__YOUR TASK__. Every line in the records below with the string "edges" is to be copied out.

__SUPPLIED INFORMATION__.

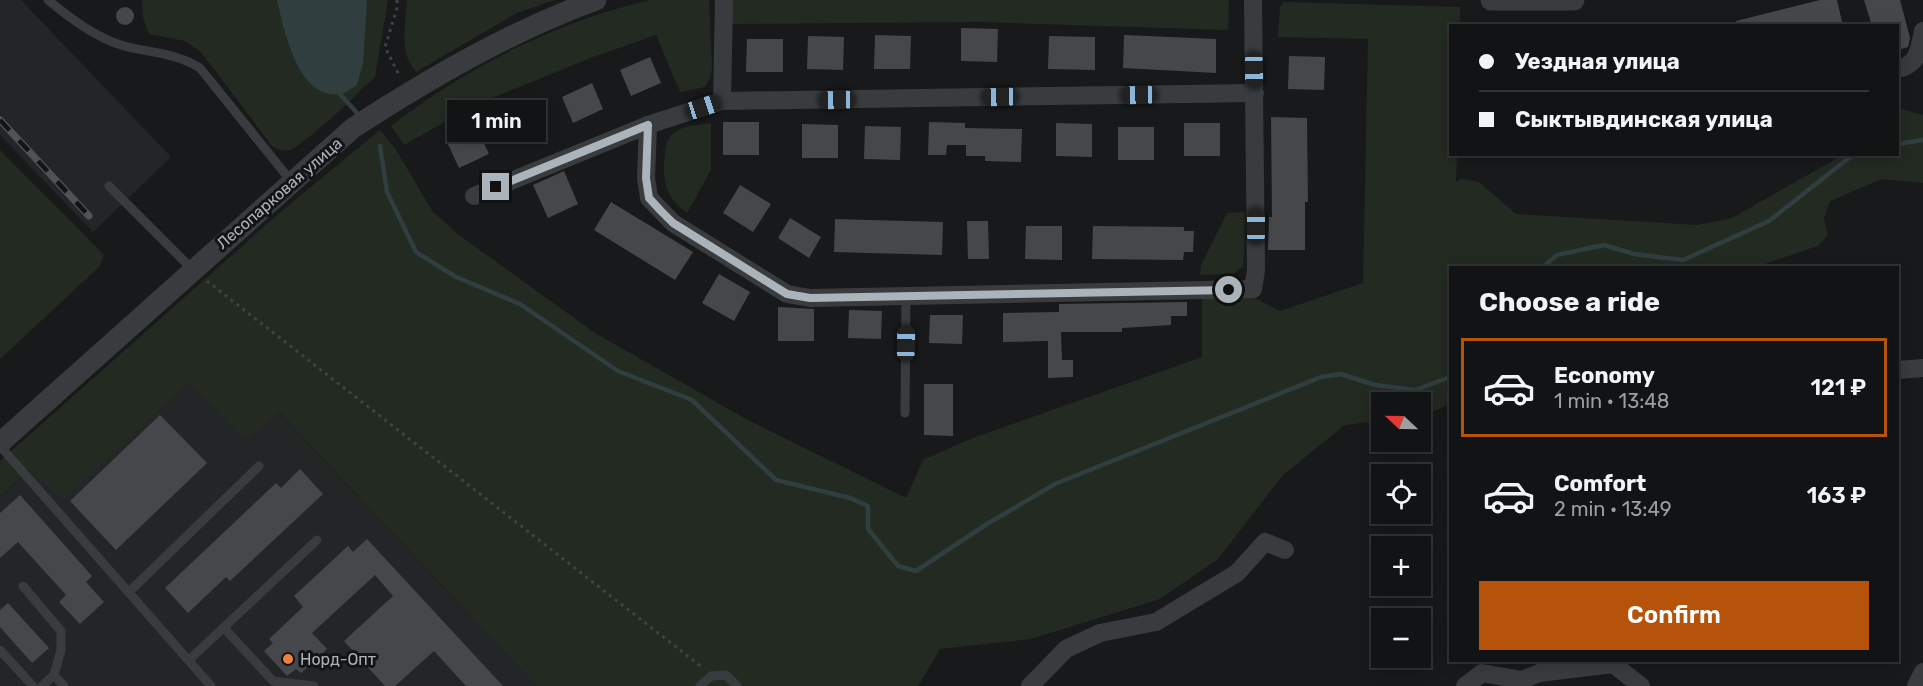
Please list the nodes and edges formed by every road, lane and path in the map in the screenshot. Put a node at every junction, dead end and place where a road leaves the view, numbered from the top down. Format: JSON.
{"nodes":[{"id":1,"x":48,"y":0,"type":"edge"},
{"id":2,"x":397,"y":0,"type":"edge"},
{"id":3,"x":596,"y":0,"type":"edge"},
{"id":4,"x":724,"y":0,"type":"edge"},
{"id":5,"x":1253,"y":0,"type":"edge"},
{"id":6,"x":1491,"y":0,"type":"edge"},
{"id":7,"x":1574,"y":0,"type":"edge"},
{"id":8,"x":1923,"y":31,"type":"edge"},
{"id":9,"x":1899,"y":69,"type":"edge"},
{"id":10,"x":409,"y":92,"type":"junction"},
{"id":11,"x":1255,"y":93,"type":"junction"},
{"id":12,"x":722,"y":101,"type":"junction"},
{"id":13,"x":648,"y":125,"type":"junction"},
{"id":14,"x":291,"y":181,"type":"junction"},
{"id":15,"x":109,"y":186,"type":"dead end"},
{"id":16,"x":474,"y":196,"type":"dead end"},
{"id":17,"x":192,"y":269,"type":"junction"},
{"id":18,"x":906,"y":296,"type":"junction"},
{"id":19,"x":1923,"y":368,"type":"edge"},
{"id":20,"x":1899,"y":370,"type":"edge"},
{"id":21,"x":905,"y":413,"type":"dead end"},
{"id":22,"x":0,"y":444,"type":"edge"},
{"id":23,"x":259,"y":466,"type":"dead end"},
{"id":24,"x":316,"y":540,"type":"dead end"},
{"id":25,"x":1285,"y":550,"type":"dead end"},
{"id":26,"x":23,"y":586,"type":"dead end"},
{"id":27,"x":129,"y":592,"type":"junction"},
{"id":28,"x":224,"y":628,"type":"junction"},
{"id":29,"x":0,"y":650,"type":"edge"},
{"id":30,"x":189,"y":660,"type":"junction"},
{"id":31,"x":1617,"y":662,"type":"edge"},
{"id":32,"x":1923,"y":672,"type":"edge"},
{"id":33,"x":54,"y":675,"type":"junction"},
{"id":34,"x":711,"y":676,"type":"junction"},
{"id":35,"x":33,"y":686,"type":"edge"},
{"id":36,"x":42,"y":686,"type":"edge"},
{"id":37,"x":64,"y":686,"type":"edge"},
{"id":38,"x":211,"y":686,"type":"edge"},
{"id":39,"x":314,"y":686,"type":"edge"},
{"id":40,"x":699,"y":686,"type":"edge"},
{"id":41,"x":737,"y":686,"type":"edge"},
{"id":42,"x":1030,"y":686,"type":"edge"},
{"id":43,"x":1465,"y":686,"type":"edge"},
{"id":44,"x":1641,"y":686,"type":"edge"},
{"id":45,"x":1916,"y":686,"type":"edge"}],
"edges":[{"from":1,"to":14,"type":"lane"},
{"from":2,"to":10,"type":"path"},
{"from":3,"to":10,"type":"street","name":"Лесопарковая улица"},
{"from":4,"to":12,"type":"street"},
{"from":5,"to":11,"type":"street"},
{"from":6,"to":7,"type":"street"},
{"from":8,"to":9,"type":"street"},
{"from":10,"to":14,"type":"street","name":"Лесопарковая улица"},
{"from":11,"to":12,"type":"street"},
{"from":11,"to":18,"type":"street"},
{"from":12,"to":13,"type":"street"},
{"from":13,"to":16,"type":"street"},
{"from":13,"to":18,"type":"street"},
{"from":14,"to":17,"type":"street","name":"Лесопарковая улица"},
{"from":15,"to":17,"type":"lane"},
{"from":17,"to":22,"type":"street","name":"Лесопарковая улица"},
{"from":17,"to":34,"type":"path"},
{"from":18,"to":21,"type":"lane"},
{"from":19,"to":20,"type":"street"},
{"from":22,"to":27,"type":"lane"},
{"from":23,"to":27,"type":"lane"},
{"from":24,"to":28,"type":"lane"},
{"from":25,"to":42,"type":"street"},
{"from":26,"to":33,"type":"lane"},
{"from":27,"to":30,"type":"lane"},
{"from":28,"to":30,"type":"lane"},
{"from":28,"to":39,"type":"lane"},
{"from":29,"to":35,"type":"lane"},
{"from":30,"to":38,"type":"lane"},
{"from":31,"to":43,"type":"street"},
{"from":31,"to":44,"type":"street"},
{"from":32,"to":45,"type":"street"},
{"from":33,"to":36,"type":"lane"},
{"from":33,"to":37,"type":"lane"},
{"from":34,"to":40,"type":"lane"},
{"from":34,"to":41,"type":"lane"}]}
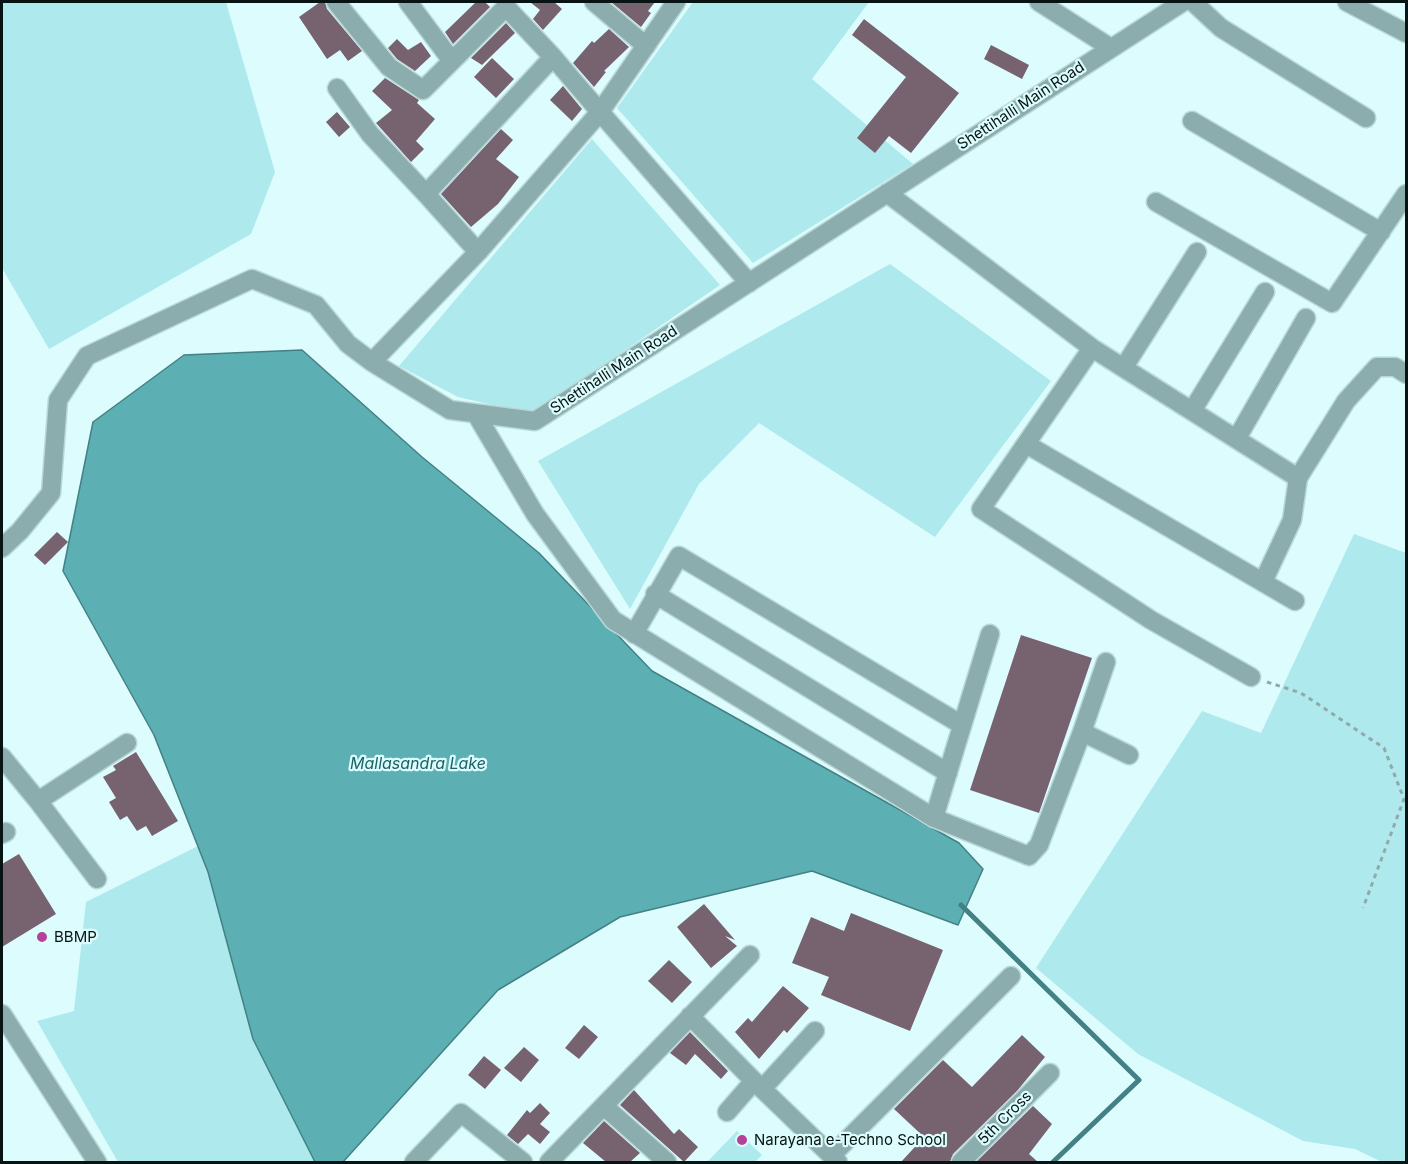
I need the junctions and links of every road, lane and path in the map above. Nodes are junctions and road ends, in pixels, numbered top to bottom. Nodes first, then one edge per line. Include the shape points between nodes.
1 (336, 2) edge
2 (408, 2) edge
3 (594, 2) edge
4 (676, 2) edge
5 (1039, 2) edge
6 (1183, 2) edge
7 (1193, 2) edge
8 (1347, 2) edge
9 (504, 4) edge
10 (1407, 33) edge
11 (646, 46) junction
12 (1111, 48) junction
13 (554, 57) junction
14 (452, 61) junction
15 (337, 88) dead end
16 (600, 112) junction
17 (1366, 118) dead end
18 (1192, 121) dead end
19 (887, 193) junction
20 (1407, 194) edge
21 (426, 195) junction
22 (1156, 202) dead end
23 (1381, 232) junction
24 (478, 252) junction
25 (1197, 252) dead end
26 (749, 283) junction
27 (1265, 292) dead end
28 (1306, 318) dead end
29 (1092, 348) junction
30 (372, 362) junction
31 (1124, 367) junction
32 (1407, 374) edge
33 (1192, 411) junction
34 (476, 414) junction
35 (1238, 438) junction
36 (1026, 444) junction
37 (1298, 478) junction
38 (2, 548) edge
39 (1263, 582) junction
40 (655, 594) junction
41 (1294, 601) dead end
42 (634, 634) junction
43 (990, 634) dead end
44 (1106, 662) dead end
45 (1251, 677) joint
46 (962, 725) junction
47 (1082, 732) junction
48 (127, 742) dead end
49 (1129, 755) dead end
50 (2, 757) edge
51 (948, 773) junction
52 (38, 801) junction
53 (934, 818) junction
54 (97, 879) dead end
55 (1363, 908) dead end
56 (750, 954) dead end
57 (1011, 976) dead end
58 (2, 1014) edge
59 (690, 1016) junction
60 (815, 1031) dead end
61 (1050, 1073) dead end
62 (758, 1085) junction
63 (605, 1107) junction
64 (727, 1112) dead end
65 (834, 1159) edge
66 (98, 1162) edge
67 (414, 1162) edge
68 (523, 1162) edge
69 (549, 1162) edge
70 (667, 1162) edge
71 (961, 1162) edge

1 - 14 street via 389,67 423,90
2 - 14 street
3 - 11 street
4 - 11 street
5 - 12 street
6 - 12 street, Shettihalli Main Road
7 - 17 street via 1221,27
8 - 10 street
9 - 13 street
9 - 14 street
11 - 16 street
12 - 19 street, Shettihalli Main Road
13 - 16 street
13 - 21 street
15 - 21 street via 370,134
16 - 24 street
16 - 26 street
18 - 23 street
19 - 26 street, Shettihalli Main Road
19 - 29 street
20 - 23 street
21 - 24 street
22 - 23 street via 1332,303
24 - 30 street
25 - 31 street
26 - 34 street, Shettihalli Main Road via 535,421
27 - 33 street
28 - 35 street
29 - 31 street
29 - 36 street
30 - 34 street, Shettihalli Main Road via 450,410
30 - 38 street, Shettihalli Main Road via 348,344 316,305 252,279 87,357 58,400 51,493
31 - 33 street
32 - 37 street via 1395,367 1377,367 1346,401
33 - 35 street
34 - 42 street via 567,561 613,620
35 - 37 street
36 - 39 street
36 - 45 street via 981,509 1151,620
37 - 39 street via 1292,520
39 - 41 street
40 - 42 street
40 - 46 street via 679,556
40 - 51 street
42 - 53 street
43 - 46 street
44 - 47 street
45 - 55 path via 1301,693 1384,748 1404,799
46 - 51 street
47 - 49 street
47 - 53 street via 1039,845 1029,856
48 - 52 street
50 - 52 street
51 - 53 street
52 - 54 street
56 - 59 street
57 - 65 street
58 - 66 street
59 - 62 street
59 - 63 street
60 - 62 street
61 - 71 street, 5th Cross
62 - 64 street
62 - 65 street
63 - 69 street
63 - 70 street
67 - 68 street via 461,1113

__SOLUTION FOR THIS PROBLEM__.
Please list the nodes and edges formed by every road, lane and path in the map in the screenshot. Put a node at every junction, dead end and place where a road leaves the view, numbered from the top down. Format: JSON.
"edges":[{"from":1,"to":14,"type":"lane"},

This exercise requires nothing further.